BACKGROUND: Xenons (Xe) mechanisms for producing anesthesia and analgesia are not fully understood. We tested the effect of Xe equilibrated in a lipid formulation or normal saline on spinal C-fiber-evoked potentials and on the induction of synaptic long-term potentiation (LTP).
METHODS: C-fiber-evoked field potentials were recorded in the superficial lumbar spinal cord in response to supramaximal electrical stimulation of the sciatic nerve. Anesthesia was maintained with isoflurane in one-third O2 and two-thirds N2O. Xe equilibrated at a concentration of 600 µL/mL of Lipofundin MCT® 20%, (n = 5) or solvent alone (n = 3), and Xe equilibrated at a concentration of 100 µL/mL of normal saline (n = 7) or saline alone (n = 7) was given IV under apnea. High-frequency stimulation of the sciatic nerve was applied 60 min after the injection of Xe-containing formulations or solvents [to induce LTP].

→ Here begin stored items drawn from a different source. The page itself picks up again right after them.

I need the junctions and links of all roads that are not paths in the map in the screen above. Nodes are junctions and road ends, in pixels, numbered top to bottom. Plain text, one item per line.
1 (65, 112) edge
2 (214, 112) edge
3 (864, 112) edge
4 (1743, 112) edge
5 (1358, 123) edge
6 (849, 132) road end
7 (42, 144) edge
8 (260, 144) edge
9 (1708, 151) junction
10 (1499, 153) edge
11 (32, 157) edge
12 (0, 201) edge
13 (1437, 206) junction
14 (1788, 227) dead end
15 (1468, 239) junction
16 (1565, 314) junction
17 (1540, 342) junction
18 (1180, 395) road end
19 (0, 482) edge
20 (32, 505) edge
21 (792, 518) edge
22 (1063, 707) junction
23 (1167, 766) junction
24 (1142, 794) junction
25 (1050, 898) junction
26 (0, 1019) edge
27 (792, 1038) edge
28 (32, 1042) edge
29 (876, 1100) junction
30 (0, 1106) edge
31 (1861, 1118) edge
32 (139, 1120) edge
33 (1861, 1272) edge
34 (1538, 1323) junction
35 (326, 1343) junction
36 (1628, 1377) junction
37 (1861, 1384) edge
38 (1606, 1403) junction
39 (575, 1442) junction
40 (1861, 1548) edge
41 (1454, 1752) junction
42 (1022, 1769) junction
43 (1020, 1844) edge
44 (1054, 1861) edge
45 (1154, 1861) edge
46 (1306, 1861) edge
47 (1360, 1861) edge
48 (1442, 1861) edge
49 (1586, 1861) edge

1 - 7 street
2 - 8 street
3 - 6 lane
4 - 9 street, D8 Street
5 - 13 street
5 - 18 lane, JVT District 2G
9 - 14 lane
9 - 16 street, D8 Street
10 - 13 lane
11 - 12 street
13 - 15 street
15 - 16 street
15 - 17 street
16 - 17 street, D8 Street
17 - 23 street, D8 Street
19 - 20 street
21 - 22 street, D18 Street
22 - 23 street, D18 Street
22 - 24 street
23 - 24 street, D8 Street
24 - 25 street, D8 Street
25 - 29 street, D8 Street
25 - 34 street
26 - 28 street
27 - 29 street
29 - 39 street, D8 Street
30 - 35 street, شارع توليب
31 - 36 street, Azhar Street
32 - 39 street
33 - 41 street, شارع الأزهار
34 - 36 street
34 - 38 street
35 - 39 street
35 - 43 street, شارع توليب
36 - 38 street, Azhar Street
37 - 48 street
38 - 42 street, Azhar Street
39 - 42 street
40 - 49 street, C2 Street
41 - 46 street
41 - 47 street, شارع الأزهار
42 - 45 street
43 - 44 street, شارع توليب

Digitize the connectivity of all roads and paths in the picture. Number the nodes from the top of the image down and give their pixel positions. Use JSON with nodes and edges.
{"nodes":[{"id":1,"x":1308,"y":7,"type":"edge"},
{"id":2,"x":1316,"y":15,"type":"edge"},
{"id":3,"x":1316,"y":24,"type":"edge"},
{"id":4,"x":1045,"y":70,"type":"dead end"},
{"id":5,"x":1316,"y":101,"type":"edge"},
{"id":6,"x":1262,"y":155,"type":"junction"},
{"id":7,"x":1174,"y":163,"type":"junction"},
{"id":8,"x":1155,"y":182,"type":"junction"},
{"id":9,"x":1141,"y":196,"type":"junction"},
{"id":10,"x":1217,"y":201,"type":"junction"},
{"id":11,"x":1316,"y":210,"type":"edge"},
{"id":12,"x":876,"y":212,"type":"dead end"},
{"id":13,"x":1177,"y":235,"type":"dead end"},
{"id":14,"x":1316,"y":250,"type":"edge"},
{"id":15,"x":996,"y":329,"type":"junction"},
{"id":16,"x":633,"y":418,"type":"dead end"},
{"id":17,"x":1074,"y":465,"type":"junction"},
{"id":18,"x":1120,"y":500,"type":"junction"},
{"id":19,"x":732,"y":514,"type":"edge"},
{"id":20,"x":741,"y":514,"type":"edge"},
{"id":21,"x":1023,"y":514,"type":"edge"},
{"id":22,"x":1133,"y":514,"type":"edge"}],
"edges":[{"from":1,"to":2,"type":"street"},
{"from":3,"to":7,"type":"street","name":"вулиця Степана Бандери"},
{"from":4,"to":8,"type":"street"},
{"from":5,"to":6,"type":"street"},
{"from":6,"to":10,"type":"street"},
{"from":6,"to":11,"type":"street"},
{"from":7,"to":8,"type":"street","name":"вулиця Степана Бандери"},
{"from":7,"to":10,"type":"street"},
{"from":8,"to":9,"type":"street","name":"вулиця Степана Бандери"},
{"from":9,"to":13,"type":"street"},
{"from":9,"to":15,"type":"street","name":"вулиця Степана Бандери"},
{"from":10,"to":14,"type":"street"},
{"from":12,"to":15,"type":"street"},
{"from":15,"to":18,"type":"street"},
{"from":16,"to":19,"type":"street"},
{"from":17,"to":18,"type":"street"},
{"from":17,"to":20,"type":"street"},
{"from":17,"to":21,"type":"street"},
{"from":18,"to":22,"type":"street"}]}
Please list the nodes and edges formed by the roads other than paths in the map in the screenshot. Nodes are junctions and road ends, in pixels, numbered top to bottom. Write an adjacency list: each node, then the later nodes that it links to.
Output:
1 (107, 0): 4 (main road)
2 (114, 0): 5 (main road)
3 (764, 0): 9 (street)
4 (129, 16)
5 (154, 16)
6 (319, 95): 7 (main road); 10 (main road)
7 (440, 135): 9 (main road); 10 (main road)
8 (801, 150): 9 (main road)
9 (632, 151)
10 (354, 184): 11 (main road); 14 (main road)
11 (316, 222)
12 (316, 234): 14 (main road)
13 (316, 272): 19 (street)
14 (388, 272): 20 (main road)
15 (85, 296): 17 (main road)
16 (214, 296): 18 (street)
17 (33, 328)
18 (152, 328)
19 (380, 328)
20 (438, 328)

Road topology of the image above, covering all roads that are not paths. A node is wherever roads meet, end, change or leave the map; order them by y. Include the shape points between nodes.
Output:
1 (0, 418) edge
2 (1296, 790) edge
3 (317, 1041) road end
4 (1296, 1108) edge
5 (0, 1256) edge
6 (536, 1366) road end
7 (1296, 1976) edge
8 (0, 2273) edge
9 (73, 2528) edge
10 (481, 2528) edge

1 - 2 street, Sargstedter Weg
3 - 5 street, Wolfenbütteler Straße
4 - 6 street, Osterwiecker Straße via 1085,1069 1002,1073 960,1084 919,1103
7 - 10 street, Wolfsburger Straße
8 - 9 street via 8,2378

RESULTS: High-frequency stimulation potentiated C-fiber-evoked potentials to 156% ± 14% (mean ± sem) of control. Low-dose Xe in saline 0.9% blocked the induction of LTP. High-dose Xe equilibrated in MC® 20% showed no additional effect when compared with the solvent, which blocked the induction of LTP.
CONCLUSION: Low-dose Xe in saline 0.9% revealed no antinociceptive, but preventive, action in spinal pain pathways.